Few factors account more for the abuse, discrimination and often outright persecution faced by LGBT individuals than religion. Indeed, if one is gay, it is easy to come to see religion - certainly the fundamentalist forms - as nothing less than a toxic evil. Hate, bigotry and the mistreatment of others seem to often be religion's principal hallmarks. Thus, it is not surprising that gays are much less likely to claim a religious affiliation than the general public even though the trend for the under 30 demographic is to be far more rejecting of religion than older demographic groups. Here are some findings from the Pew Research Center:
Lesbians, gay men, bisexuals and transgender adults are, on the whole, less religious than the general public. About half (48%) say they have no religious affiliation, compared with 20% in the general public; this pattern holds among all age groups. LGBT adults who do have a religious affiliation generally attend worship services less frequently and attach less importance to religion in their lives than do religiously affiliated adults in the general public.
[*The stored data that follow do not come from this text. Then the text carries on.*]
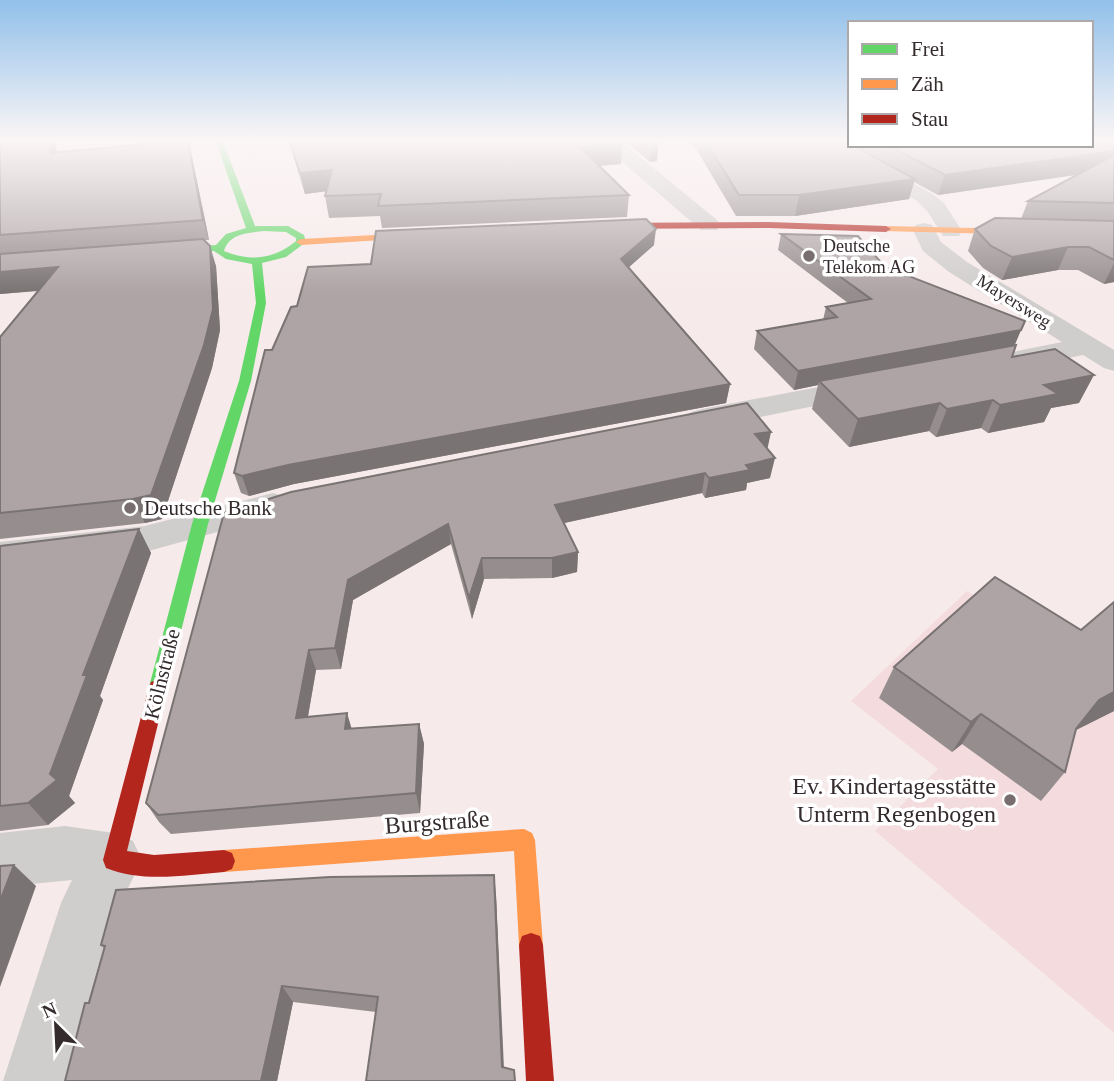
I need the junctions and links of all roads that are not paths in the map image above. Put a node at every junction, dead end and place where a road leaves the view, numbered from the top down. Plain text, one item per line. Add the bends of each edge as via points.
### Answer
1 (238, 192) edge
2 (670, 192) edge
3 (916, 192) edge
4 (709, 225) junction
5 (583, 227) edge
6 (251, 229) junction
7 (924, 230) junction
8 (951, 232) junction
9 (442, 234) edge
10 (1114, 234) edge
11 (301, 242) junction
12 (218, 248) junction
13 (139, 254) edge
14 (257, 260) junction
15 (1100, 354) edge
16 (982, 365) edge
17 (891, 382) edge
18 (675, 424) edge
19 (308, 496) edge
20 (200, 524) junction
21 (0, 556) edge
22 (0, 860) edge
23 (114, 860) junction
24 (36, 1081) edge
25 (540, 1081) edge

1 - 6 main road
2 - 4 street
3 - 8 street via 936,208
4 - 5 main road
4 - 7 main road
6 - 11 main road via 288,229 301,237
6 - 12 main road via 224,239
7 - 8 main road
7 - 15 street, Mayersweg via 930,246 958,267
8 - 10 main road
9 - 11 main road
11 - 14 main road via 281,256
12 - 13 main road
12 - 14 main road via 233,259
14 - 20 main road, Kölnstraße via 261,303 246,381
15 - 16 street
17 - 18 street
19 - 20 street
20 - 21 street via 145,539
20 - 23 main road, Kölnstraße
22 - 23 street via 65,852
23 - 24 street, Kölnstraße via 90,903
23 - 25 main road, Burgstraße via 155,866 524,840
Also, a third (33%) of religiously affiliated LGBT adults say there is a conflict between their religious beliefs and their sexual orientation or gender identity.
That sentiment is even more prevalent among the general public. About three-quarters of white evangelical Protestants (74%) and a majority of all U.S. adults with a religious affiliation (55%) say homosexuality conflicts with their religious beliefs.
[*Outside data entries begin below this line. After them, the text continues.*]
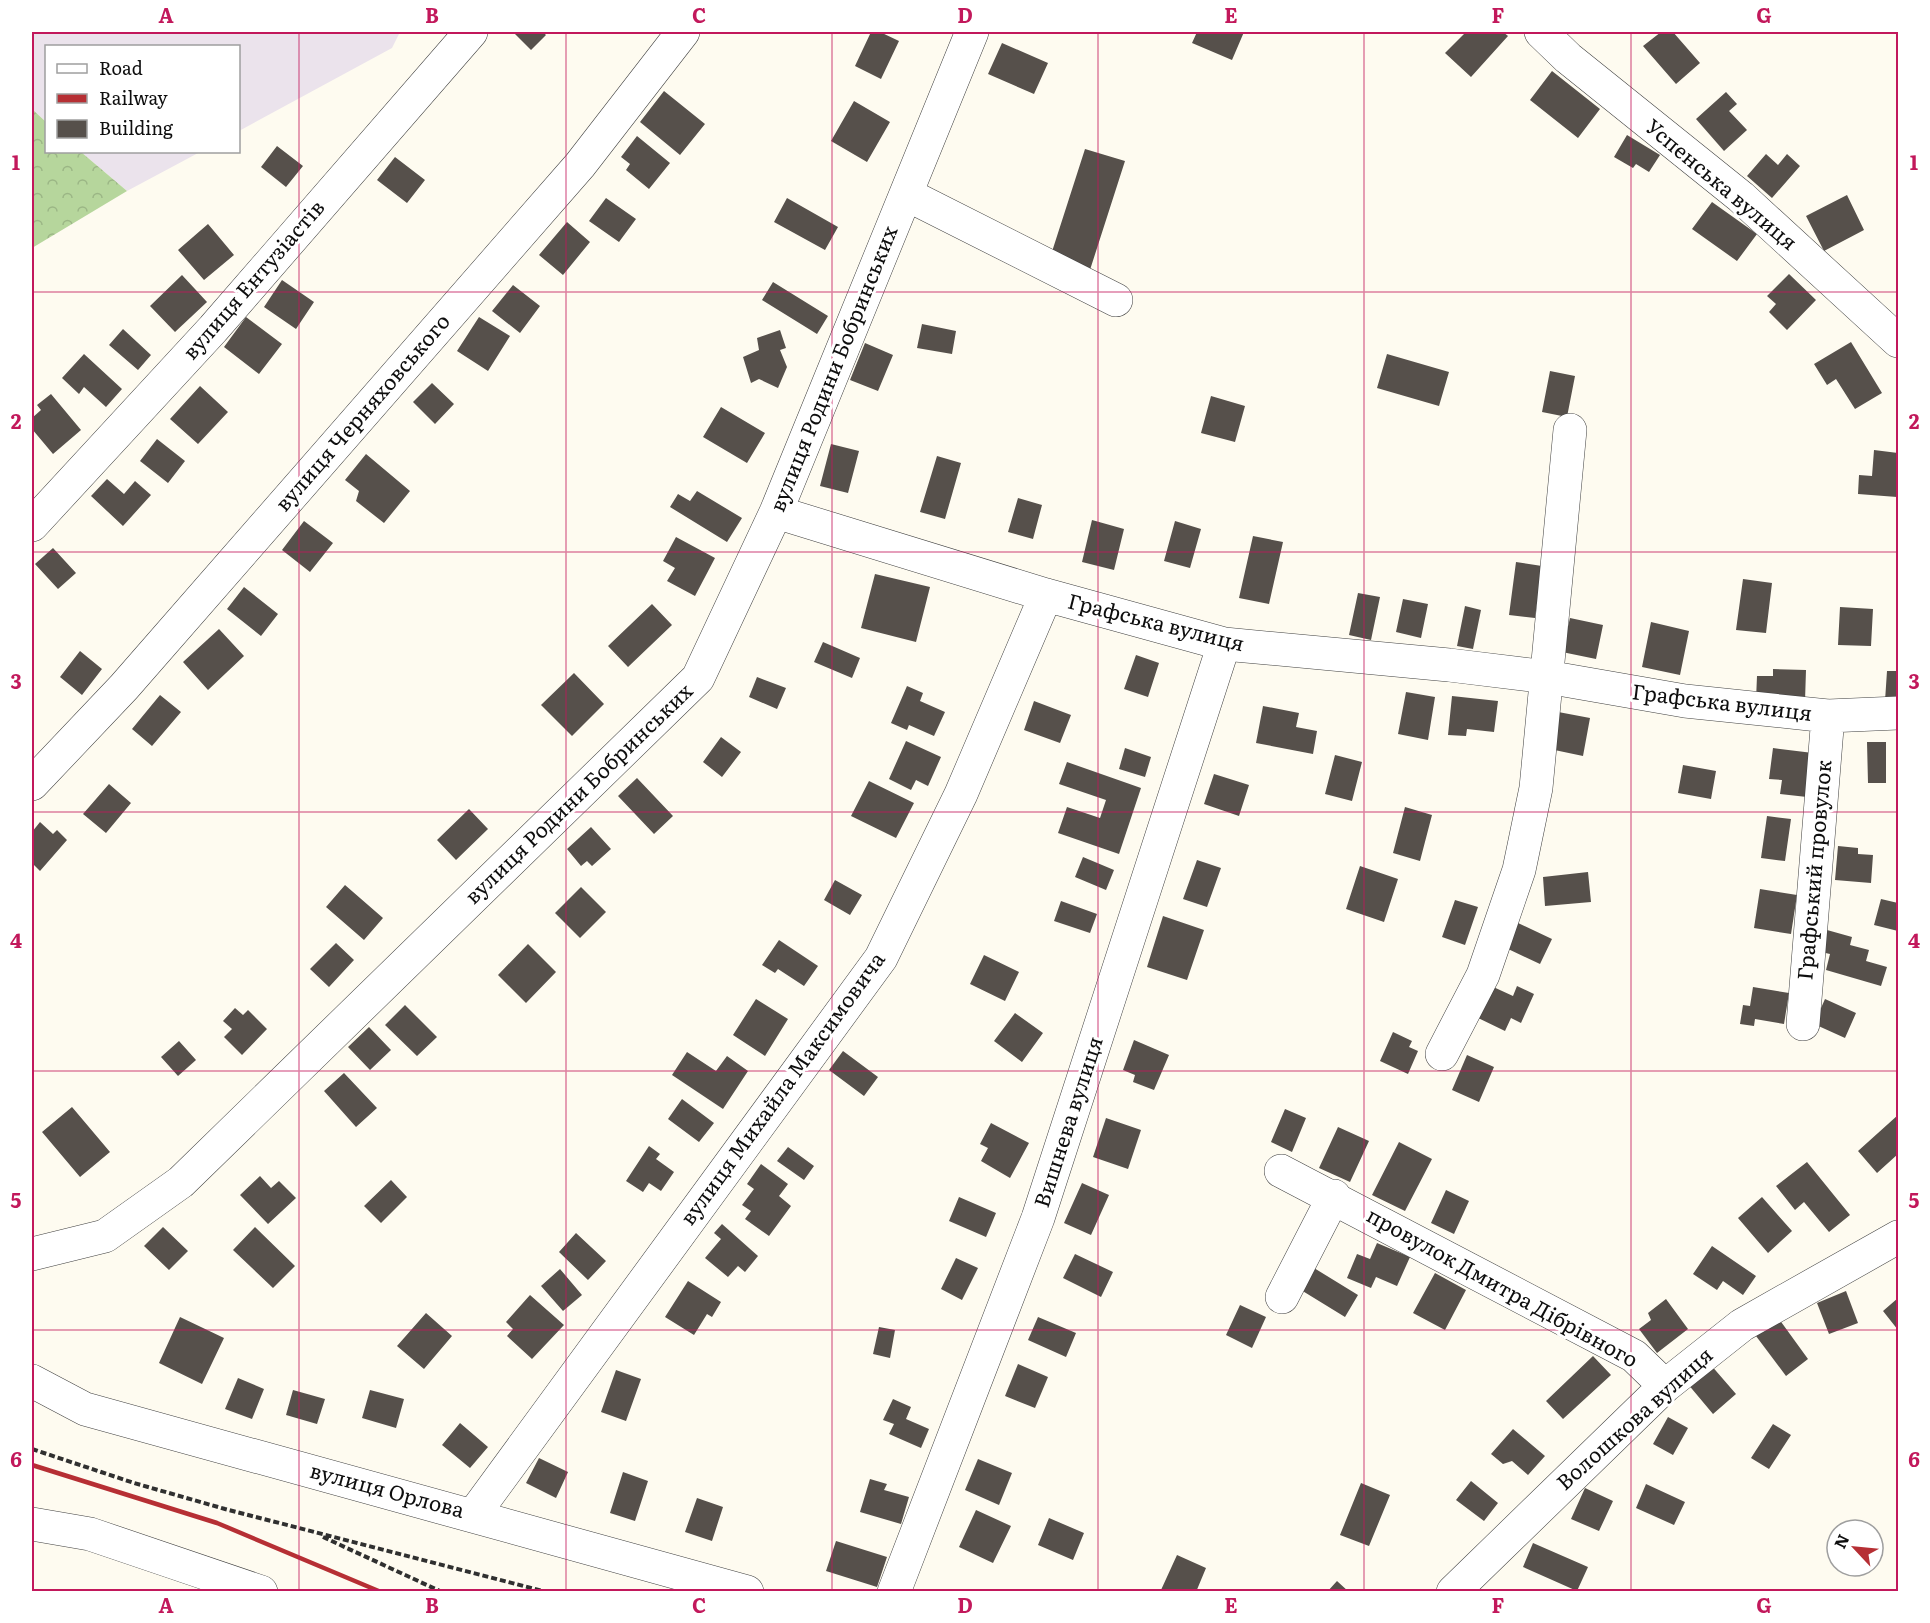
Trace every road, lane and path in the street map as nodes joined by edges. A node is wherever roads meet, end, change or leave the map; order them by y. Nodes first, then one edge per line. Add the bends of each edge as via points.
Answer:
1 (471, 32) edge
2 (683, 32) edge
3 (972, 32) edge
4 (1541, 32) edge
5 (906, 194) junction
6 (1116, 300) dead end
7 (1899, 341) edge
8 (1570, 430) dead end
9 (776, 512) junction
10 (32, 525) edge
11 (1046, 595) junction
12 (1224, 644) junction
13 (1547, 678) junction
14 (1899, 713) edge
15 (1828, 716) junction
16 (32, 784) edge
17 (1803, 1024) dead end
18 (1442, 1054) dead end
19 (1281, 1171) dead end
20 (1334, 1196) junction
21 (1899, 1237) edge
22 (32, 1254) edge
23 (1282, 1298) dead end
24 (32, 1381) edge
25 (1665, 1386) junction
26 (32, 1449) edge
27 (474, 1514) junction
28 (32, 1524) edge
29 (312, 1532) junction
30 (261, 1592) edge
31 (442, 1592) edge
32 (547, 1592) edge
33 (747, 1592) edge
34 (894, 1592) edge
35 (1453, 1592) edge

1 - 10 street, вулиця Ентузіастів via 213,329
2 - 16 street, вулиця Черняховського via 579,165 124,687
3 - 5 street, вулиця Родини Бобринських
4 - 7 street, Успенська вулиця via 1741,197
5 - 6 street
5 - 9 street, вулиця Родини Бобринських
8 - 13 street
9 - 11 street, Графська вулиця
9 - 22 street, вулиця Родини Бобринських via 698,678 181,1182 105,1236
11 - 12 street, Графська вулиця
11 - 27 street, вулиця Михайла Максимовича via 961,794 881,958
12 - 13 street, Графська вулиця
12 - 34 street, Вишнева вулиця via 1038,1218
13 - 15 street, Графська вулиця via 1685,701
13 - 18 street via 1536,788 1519,870 1483,975
14 - 15 street, Графська вулиця
15 - 17 street, Графський провулок
19 - 20 street, провулок Дмитра Дібрівного
20 - 23 street
20 - 25 street, провулок Дмитра Дібрівного via 1634,1356
21 - 25 street, Волошкова вулиця via 1742,1325
24 - 27 street, вулиця Орлова via 85,1409
25 - 35 street, Волошкова вулиця
26 - 29 path via 134,1483
27 - 33 street, вулиця Орлова
28 - 30 street via 90,1534
29 - 31 path
29 - 32 path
The new Pew Research survey asked LGBT respondents to rate six religions or religious institutions as friendly, neutral or unfriendly toward the LGBT population. By overwhelming margins, most rate all six as more unfriendly than friendly. About eight-in-ten LGBT respondents say the Muslim religion, the Mormon Church and the Catholic Church are unfriendly toward them, while one-in-ten or fewer say each of these religious institutions is friendly toward them. Similarly, about three-quarters of LGBT adults (73%) say that evangelical churches are unfriendly toward them, . . .
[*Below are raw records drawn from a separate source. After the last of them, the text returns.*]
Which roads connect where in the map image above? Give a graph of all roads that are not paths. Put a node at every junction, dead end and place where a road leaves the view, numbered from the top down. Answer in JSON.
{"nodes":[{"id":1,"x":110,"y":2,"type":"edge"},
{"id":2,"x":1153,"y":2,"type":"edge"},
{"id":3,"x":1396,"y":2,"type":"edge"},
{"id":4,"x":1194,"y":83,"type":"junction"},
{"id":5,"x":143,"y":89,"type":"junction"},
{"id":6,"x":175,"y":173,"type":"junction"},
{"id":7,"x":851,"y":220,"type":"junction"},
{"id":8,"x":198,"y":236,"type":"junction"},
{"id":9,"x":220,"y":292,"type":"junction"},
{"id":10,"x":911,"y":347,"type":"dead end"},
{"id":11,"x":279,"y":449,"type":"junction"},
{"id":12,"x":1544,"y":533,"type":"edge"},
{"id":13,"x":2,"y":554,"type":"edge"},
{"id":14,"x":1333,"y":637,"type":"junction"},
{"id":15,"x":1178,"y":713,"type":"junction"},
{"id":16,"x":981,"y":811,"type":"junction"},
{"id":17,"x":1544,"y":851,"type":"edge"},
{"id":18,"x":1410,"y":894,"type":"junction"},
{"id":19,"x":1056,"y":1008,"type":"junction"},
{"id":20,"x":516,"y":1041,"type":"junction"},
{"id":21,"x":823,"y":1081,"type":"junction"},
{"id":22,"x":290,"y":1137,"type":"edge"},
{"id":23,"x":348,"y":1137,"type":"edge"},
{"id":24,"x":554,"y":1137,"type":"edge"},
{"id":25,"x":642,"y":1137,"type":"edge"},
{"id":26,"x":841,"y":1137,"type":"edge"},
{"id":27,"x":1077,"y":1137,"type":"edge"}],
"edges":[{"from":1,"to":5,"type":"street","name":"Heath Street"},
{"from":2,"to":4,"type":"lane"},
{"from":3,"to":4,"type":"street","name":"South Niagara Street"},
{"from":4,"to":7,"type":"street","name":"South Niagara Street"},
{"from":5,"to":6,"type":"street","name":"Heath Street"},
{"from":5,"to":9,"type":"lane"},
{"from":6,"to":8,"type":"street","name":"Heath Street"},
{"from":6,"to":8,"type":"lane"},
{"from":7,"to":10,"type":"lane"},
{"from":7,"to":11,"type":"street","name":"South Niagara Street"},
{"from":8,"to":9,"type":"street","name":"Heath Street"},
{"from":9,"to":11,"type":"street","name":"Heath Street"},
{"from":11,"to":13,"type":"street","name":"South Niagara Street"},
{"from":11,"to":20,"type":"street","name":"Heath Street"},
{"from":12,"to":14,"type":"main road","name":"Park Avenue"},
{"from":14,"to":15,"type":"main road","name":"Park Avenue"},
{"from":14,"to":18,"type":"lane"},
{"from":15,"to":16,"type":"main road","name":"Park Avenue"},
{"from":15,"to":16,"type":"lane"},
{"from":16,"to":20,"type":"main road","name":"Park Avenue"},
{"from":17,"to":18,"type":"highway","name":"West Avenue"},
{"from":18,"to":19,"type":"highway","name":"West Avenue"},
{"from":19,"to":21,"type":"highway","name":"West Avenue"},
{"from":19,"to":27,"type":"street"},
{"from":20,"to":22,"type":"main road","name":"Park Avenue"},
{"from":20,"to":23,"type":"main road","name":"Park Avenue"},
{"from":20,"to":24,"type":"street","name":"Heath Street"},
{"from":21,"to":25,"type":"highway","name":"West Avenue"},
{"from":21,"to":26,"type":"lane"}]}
I would argue that following the "godly Christian" crowd and seeing just how poisonous they are makes it increasingly difficult for me to desire any religious affiliation. Indeed, one would need to be a masochist to remain affiliated with a religion that does nothing but denigrate you and bar you from equal legal rights. Thankfully, the under 30 generation seems to be recognizing that religion - at least as practiced by a majority of denominations - is a net negative force in society.